[Data records]
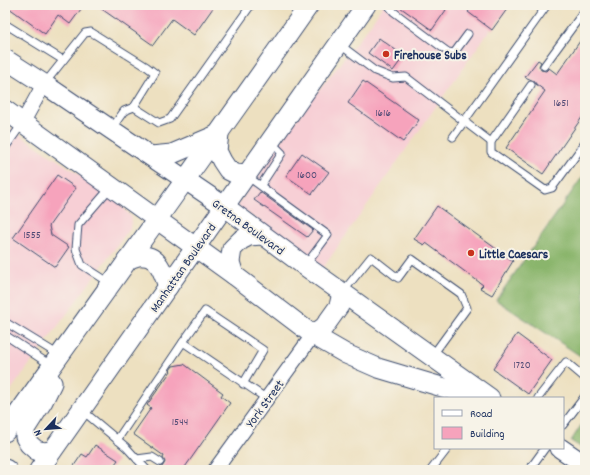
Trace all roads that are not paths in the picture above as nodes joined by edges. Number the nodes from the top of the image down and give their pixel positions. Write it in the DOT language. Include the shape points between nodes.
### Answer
graph roads {
  1 [pos="251,5"];
  2 [pos="309,5"];
  3 [pos="366,5"];
  4 [pos="388,5"];
  5 [pos="547,5"];
  6 [pos="585,10"];
  7 [pos="5,24"];
  8 [pos="468,34"];
  9 [pos="339,44"];
  10 [pos="5,59"];
  11 [pos="63,60"];
  12 [pos="544,66"];
  13 [pos="44,84"];
  14 [pos="531,85"];
  15 [pos="134,107"];
  16 [pos="5,110"];
  17 [pos="464,121"];
  18 [pos="23,122"];
  19 [pos="111,129"];
  20 [pos="219,134"];
  21 [pos="453,137"];
  22 [pos="491,142"];
  23 [pos="585,142"];
  24 [pos="5,148"];
  25 [pos="151,156"];
  26 [pos="185,179"];
  27 [pos="253,180"];
  28 [pos="111,186"];
  29 [pos="224,206"];
  30 [pos="157,219"];
  31 [pos="262,235"];
  32 [pos="196,248"];
  33 [pos="127,260"];
  34 [pos="305,266"];
  35 [pos="234,275"];
  36 [pos="111,283"];
  37 [pos="168,287"];
  38 [pos="342,293"];
  39 [pos="5,322"];
  40 [pos="5,335"];
  41 [pos="313,335"];
  42 [pos="183,342"];
  43 [pos="431,356"];
  44 [pos="54,364"];
  45 [pos="585,378"];
  46 [pos="243,384"];
  47 [pos="585,396"];
  48 [pos="471,397"];
  49 [pos="489,397"];
  50 [pos="539,397"];
  51 [pos="267,399"];
  52 [pos="81,410"];
  53 [pos="564,424"];
  54 [pos="5,432"];
  55 [pos="117,440"];
  56 [pos="447,449"];
  57 [pos="544,449"];
  58 [pos="561,449"];
  59 [pos="137,459"];
  60 [pos="160,462"];
  61 [pos="48,463"];
  62 [pos="585,465"];
  63 [pos="147,470"];
  64 [pos="215,470"];
  65 [pos="431,470"];
  66 [pos="530,470"];
  1 -- 15 [label="lane" via="170,119 159,123"];
  2 -- 20 [label="street"];
  3 -- 9 [label="street, Manhattan Boulevard"];
  4 -- 8 [label="lane" via="448,52 454,53"];
  5 -- 17 [label="lane"];
  6 -- 12 [label="lane"];
  7 -- 11 [label="lane"];
  9 -- 17 [label="lane" via="375,71 393,78 406,77"];
  9 -- 27 [label="street, Manhattan Boulevard" via="270,141"];
  10 -- 13 [label="street, Gretna Boulevard"];
  11 -- 13 [label="lane"];
  11 -- 15 [label="lane" via="85,33 91,32 147,67 155,74"];
  13 -- 18 [label="street"];
  13 -- 19 [label="street, Gretna Boulevard"];
  14 -- 22 [label="lane"];
  15 -- 19 [label="lane" via="124,111"];
  16 -- 18 [label="street"];
  17 -- 21 [label="lane"];
  17 -- 22 [label="lane"];
  18 -- 24 [label="lane"];
  18 -- 28 [label="street"];
  19 -- 25 [label="street, Gretna Boulevard"];
  20 -- 25 [label="street" via="172,154"];
  20 -- 26 [label="street"];
  20 -- 27 [label="street" via="217,151 222,162 228,170"];
  22 -- 23 [label="lane" via="491,152 546,190 552,188"];
  25 -- 26 [label="street, Gretna Boulevard"];
  26 -- 29 [label="street, Gretna Boulevard"];
  26 -- 30 [label="street"];
  27 -- 29 [label="street, Manhattan Boulevard"];
  27 -- 34 [label="lane" via="328,235"];
  28 -- 30 [label="street"];
  28 -- 36 [label="lane" via="78,225 76,249 82,265"];
  29 -- 31 [label="street, Gretna Boulevard"];
  29 -- 32 [label="street, Manhattan Boulevard"];
  30 -- 32 [label="street"];
  30 -- 33 [label="street"];
  31 -- 34 [label="street, Gretna Boulevard"];
  31 -- 35 [label="street" via="249,236 232,249 230,262"];
  32 -- 35 [label="street"];
  32 -- 37 [label="street, Manhattan Boulevard"];
  33 -- 36 [label="street"];
  33 -- 37 [label="street" via="150,257 162,268"];
  34 -- 38 [label="street, Gretna Boulevard"];
  35 -- 41 [label="street"];
  36 -- 44 [label="street"];
  37 -- 52 [label="street, Manhattan Boulevard"];
  38 -- 41 [label="street" via="339,306 324,327"];
  38 -- 43 [label="street, Gretna Boulevard"];
  38 -- 43 [label="lane" via="371,257 398,278 412,259 462,294 467,308"];
  39 -- 44 [label="lane"];
  40 -- 44 [label="lane"];
  41 -- 48 [label="street" via="346,354 378,368"];
  41 -- 51 [label="street, York Street"];
  42 -- 46 [label="lane"];
  42 -- 46 [label="lane" via="205,311 263,350"];
  42 -- 55 [label="lane"];
  43 -- 49 [label="street, Gretna Boulevard"];
  44 -- 54 [label="street"];
  44 -- 61 [label="street" via="52,383 44,401 25,429 25,437 29,444 43,452"];
  45 -- 50 [label="lane" via="566,362"];
  46 -- 51 [label="lane"];
  47 -- 53 [label="lane"];
  51 -- 64 [label="street, York Street"];
  52 -- 55 [label="lane"];
  52 -- 61 [label="street, Manhattan Boulevard"];
  55 -- 59 [label="lane"];
  56 -- 65 [label="lane"];
  57 -- 66 [label="lane"];
  58 -- 62 [label="street"];
  59 -- 60 [label="lane" via="152,457"];
  59 -- 63 [label="lane"];
}
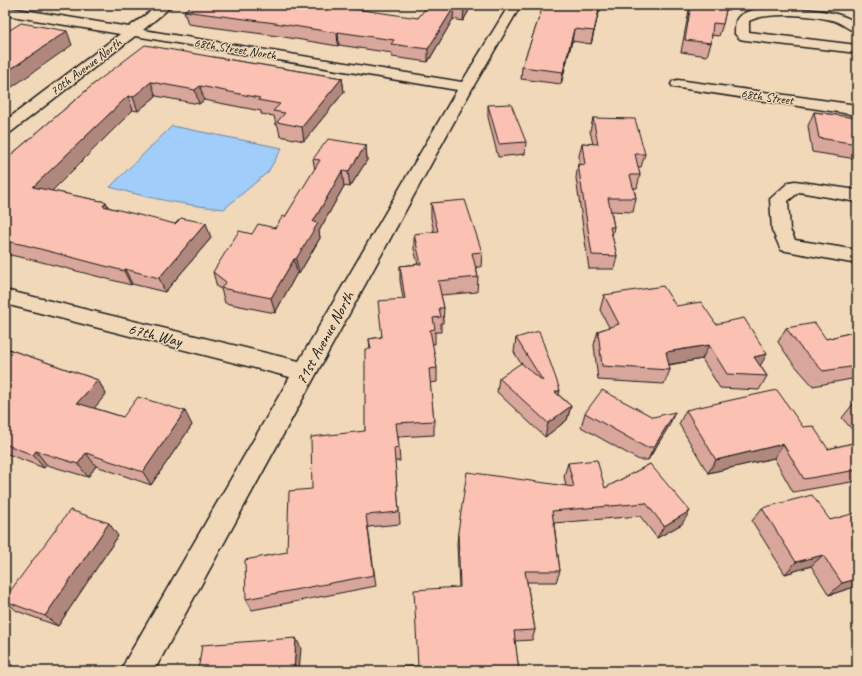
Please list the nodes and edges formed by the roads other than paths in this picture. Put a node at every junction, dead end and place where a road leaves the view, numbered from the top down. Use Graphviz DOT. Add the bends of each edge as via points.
graph roads {
  1 [pos="167,5"];
  2 [pos="515,5"];
  3 [pos="5,11"];
  4 [pos="857,28"];
  5 [pos="133,32"];
  6 [pos="857,49"];
  7 [pos="678,84"];
  8 [pos="466,87"];
  9 [pos="857,110"];
  10 [pos="5,129"];
  11 [pos="857,196"];
  12 [pos="857,257"];
  13 [pos="5,297"];
  14 [pos="306,372"];
  15 [pos="137,671"];
  1 -- 5 [label="street, 70th Avenue North"];
  2 -- 8 [label="street, 71st Avenue North"];
  3 -- 5 [label="street, 68th Street North"];
  4 -- 6 [label="street" via="828,16 798,13 751,14 742,22 742,35"];
  5 -- 8 [label="street, 68th Street North"];
  5 -- 10 [label="street, 70th Avenue North"];
  7 -- 9 [label="street, 68th Street"];
  8 -- 14 [label="street, 71st Avenue North"];
  11 -- 12 [label="street" via="795,186 779,199 781,230 788,245"];
  13 -- 14 [label="street, 67th Way"];
  14 -- 15 [label="street, 71st Avenue North"];
}
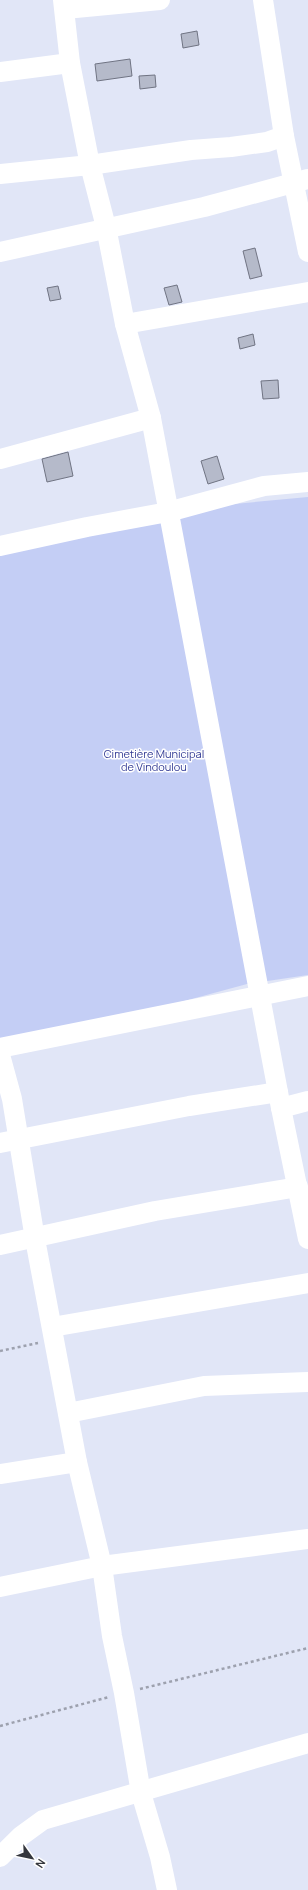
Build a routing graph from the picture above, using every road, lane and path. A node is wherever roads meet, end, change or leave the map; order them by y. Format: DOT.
graph roads {
  1 [pos="160,0"];
  2 [pos="263,0"];
  3 [pos="64,5"];
  4 [pos="70,63"];
  5 [pos="0,72"];
  6 [pos="284,136"];
  7 [pos="90,165"];
  8 [pos="0,174"];
  9 [pos="300,180"];
  10 [pos="106,227"];
  11 [pos="0,252"];
  12 [pos="308,252"];
  13 [pos="308,292"];
  14 [pos="125,324"];
  15 [pos="151,418"];
  16 [pos="0,458"];
  17 [pos="308,482"];
  18 [pos="168,512"];
  19 [pos="1,544"];
  20 [pos="308,986"];
  21 [pos="261,996"];
  22 [pos="0,1048"];
  23 [pos="0,1055"];
  24 [pos="279,1100"];
  25 [pos="308,1102"];
  26 [pos="9,1141"];
  27 [pos="298,1187"];
  28 [pos="305,1211"];
  29 [pos="35,1239"];
  30 [pos="308,1239"];
  31 [pos="0,1245"];
  32 [pos="308,1283"];
  33 [pos="53,1333"];
  34 [pos="0,1351"];
  35 [pos="308,1382"];
  36 [pos="68,1413"];
  37 [pos="77,1462"];
  38 [pos="0,1474"];
  39 [pos="308,1539"];
  40 [pos="102,1566"];
  41 [pos="0,1588"];
  42 [pos="308,1648"];
  43 [pos="124,1693"];
  44 [pos="0,1726"];
  45 [pos="308,1743"];
  46 [pos="141,1793"];
  47 [pos="0,1857"];
  48 [pos="167,1890"];
  1 -- 3 [label="street"];
  2 -- 6 [label="street"];
  3 -- 4 [label="street"];
  4 -- 5 [label="street"];
  4 -- 7 [label="street"];
  6 -- 7 [label="street"];
  6 -- 9 [label="street"];
  7 -- 8 [label="street"];
  7 -- 10 [label="street"];
  9 -- 10 [label="street"];
  9 -- 12 [label="street"];
  10 -- 11 [label="street"];
  10 -- 14 [label="street"];
  13 -- 14 [label="street"];
  14 -- 15 [label="street"];
  15 -- 16 [label="street"];
  15 -- 18 [label="street"];
  17 -- 18 [label="street"];
  18 -- 19 [label="street"];
  18 -- 21 [label="street"];
  20 -- 21 [label="street"];
  21 -- 22 [label="street"];
  21 -- 24 [label="street"];
  23 -- 26 [label="street"];
  24 -- 25 [label="street"];
  24 -- 26 [label="street"];
  24 -- 27 [label="street"];
  26 -- 29 [label="street"];
  27 -- 28 [label="street"];
  27 -- 29 [label="street"];
  28 -- 30 [label="street"];
  29 -- 31 [label="street"];
  29 -- 33 [label="street"];
  32 -- 33 [label="street"];
  33 -- 34 [label="path"];
  33 -- 36 [label="street"];
  35 -- 36 [label="street"];
  36 -- 37 [label="street"];
  37 -- 38 [label="street"];
  37 -- 40 [label="street"];
  39 -- 40 [label="street"];
  40 -- 41 [label="street"];
  40 -- 43 [label="street"];
  42 -- 43 [label="path"];
  43 -- 44 [label="path"];
  43 -- 46 [label="street"];
  45 -- 46 [label="street"];
  46 -- 47 [label="street"];
  46 -- 48 [label="street"];
}
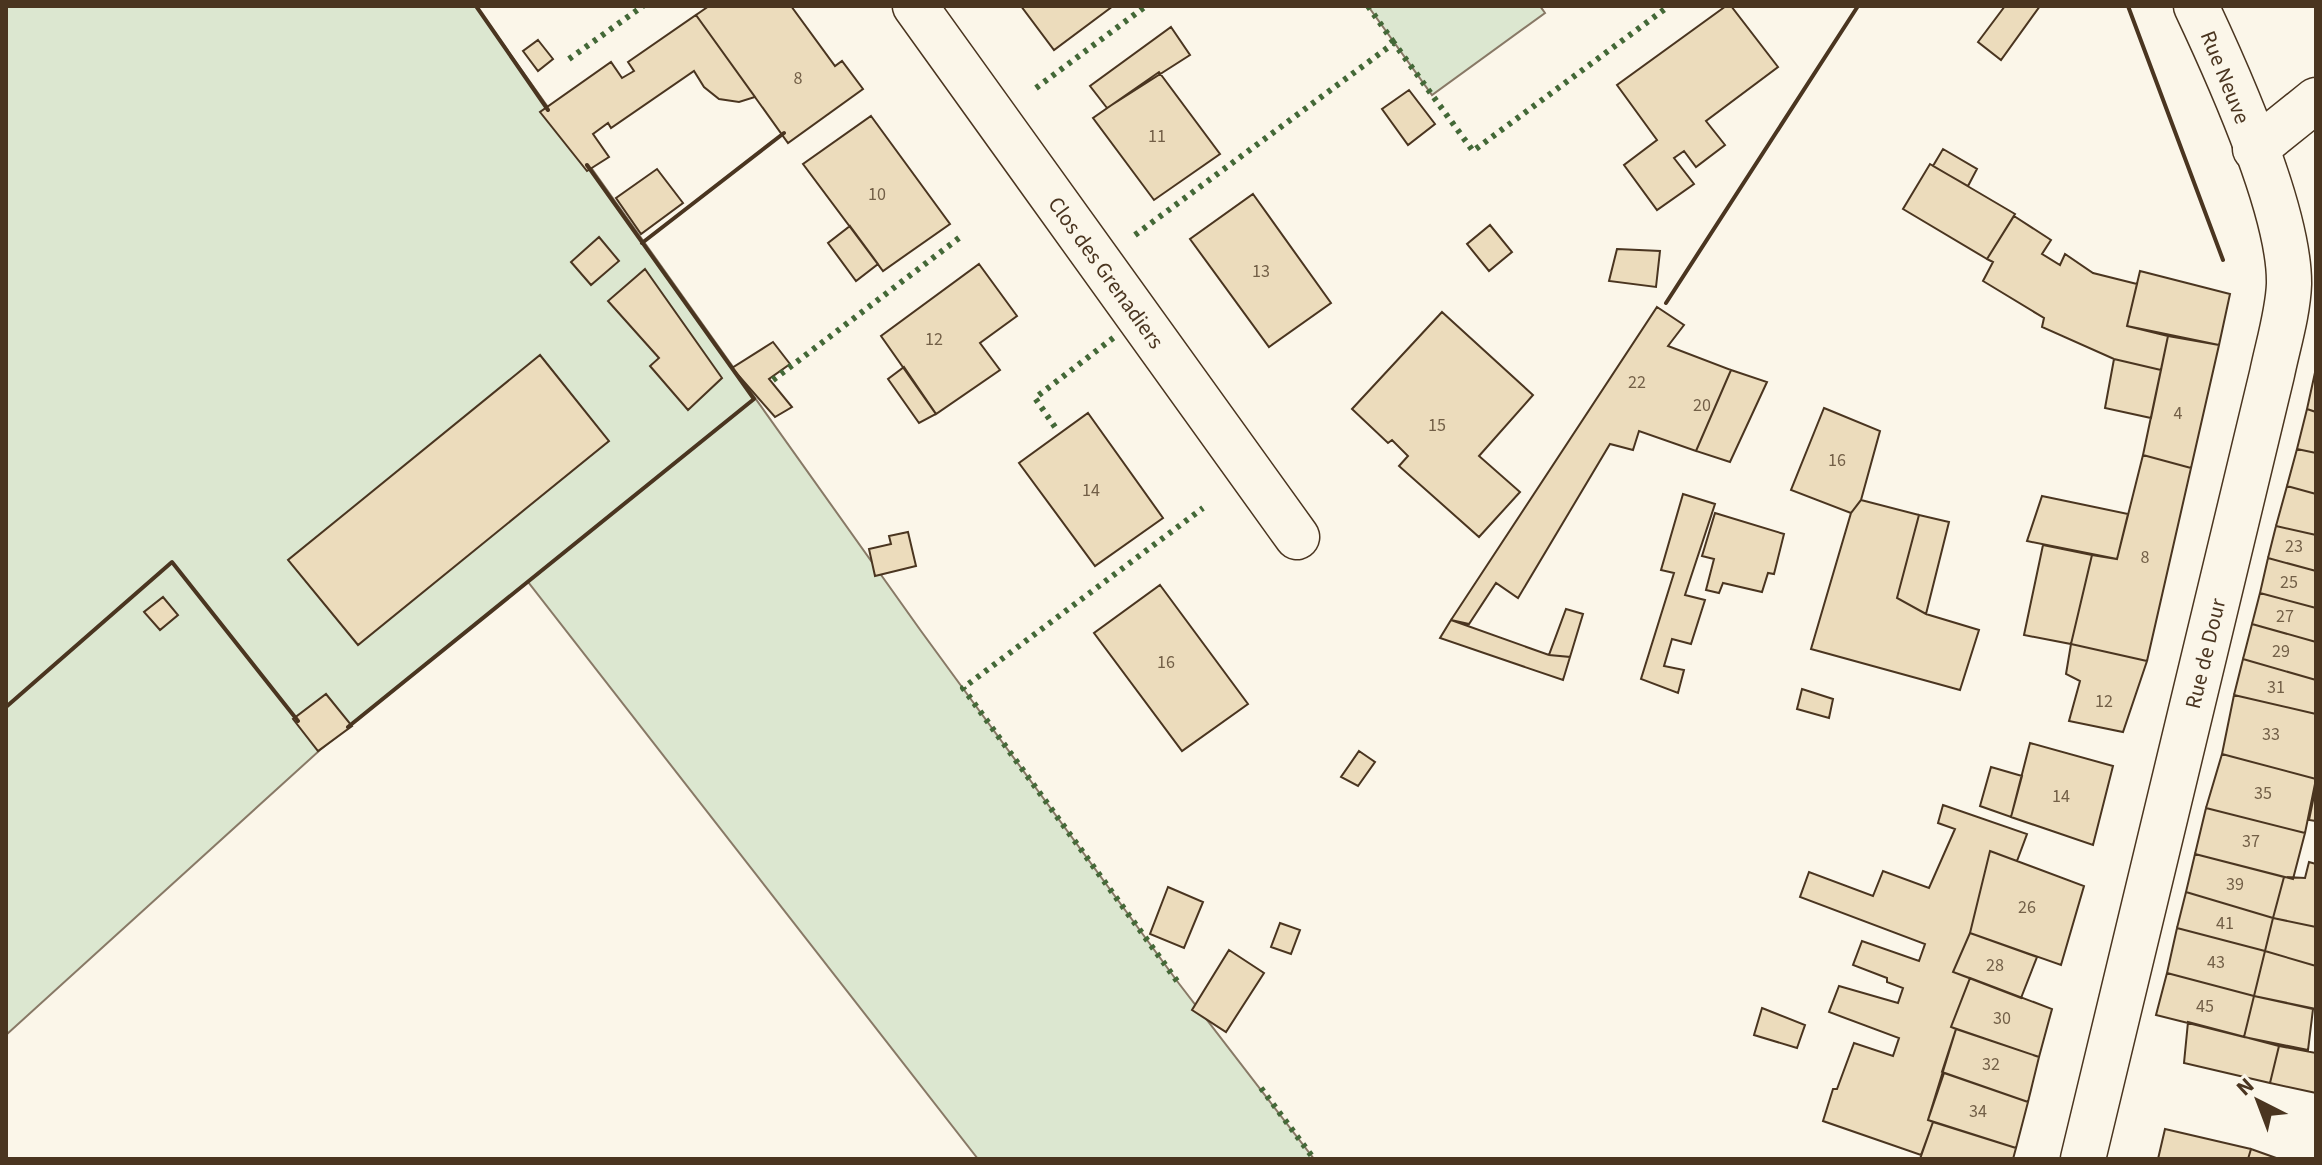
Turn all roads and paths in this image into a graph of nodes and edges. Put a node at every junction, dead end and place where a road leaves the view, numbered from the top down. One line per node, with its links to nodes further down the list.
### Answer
1 (915, 6): 5 (main road, Clos des Grenadiers)
2 (2196, 6): 4 (main road, Rue Neuve)
3 (2316, 100): 4 (main road)
4 (2255, 149): 6 (main road, Rue de Dour)
5 (1297, 537)
6 (2083, 1159)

[What the exercise asks] The response should hold only an exact repeat of the lines from the one with "Turn all roads" to the final line of the listing above.

[Written response]
Turn all roads and paths in this image into a graph of nodes and edges. Put a node at every junction, dead end and place where a road leaves the view, numbered from the top down. One line per node, with its links to nodes further down the list.
### Answer
1 (915, 6): 5 (main road, Clos des Grenadiers)
2 (2196, 6): 4 (main road, Rue Neuve)
3 (2316, 100): 4 (main road)
4 (2255, 149): 6 (main road, Rue de Dour)
5 (1297, 537)
6 (2083, 1159)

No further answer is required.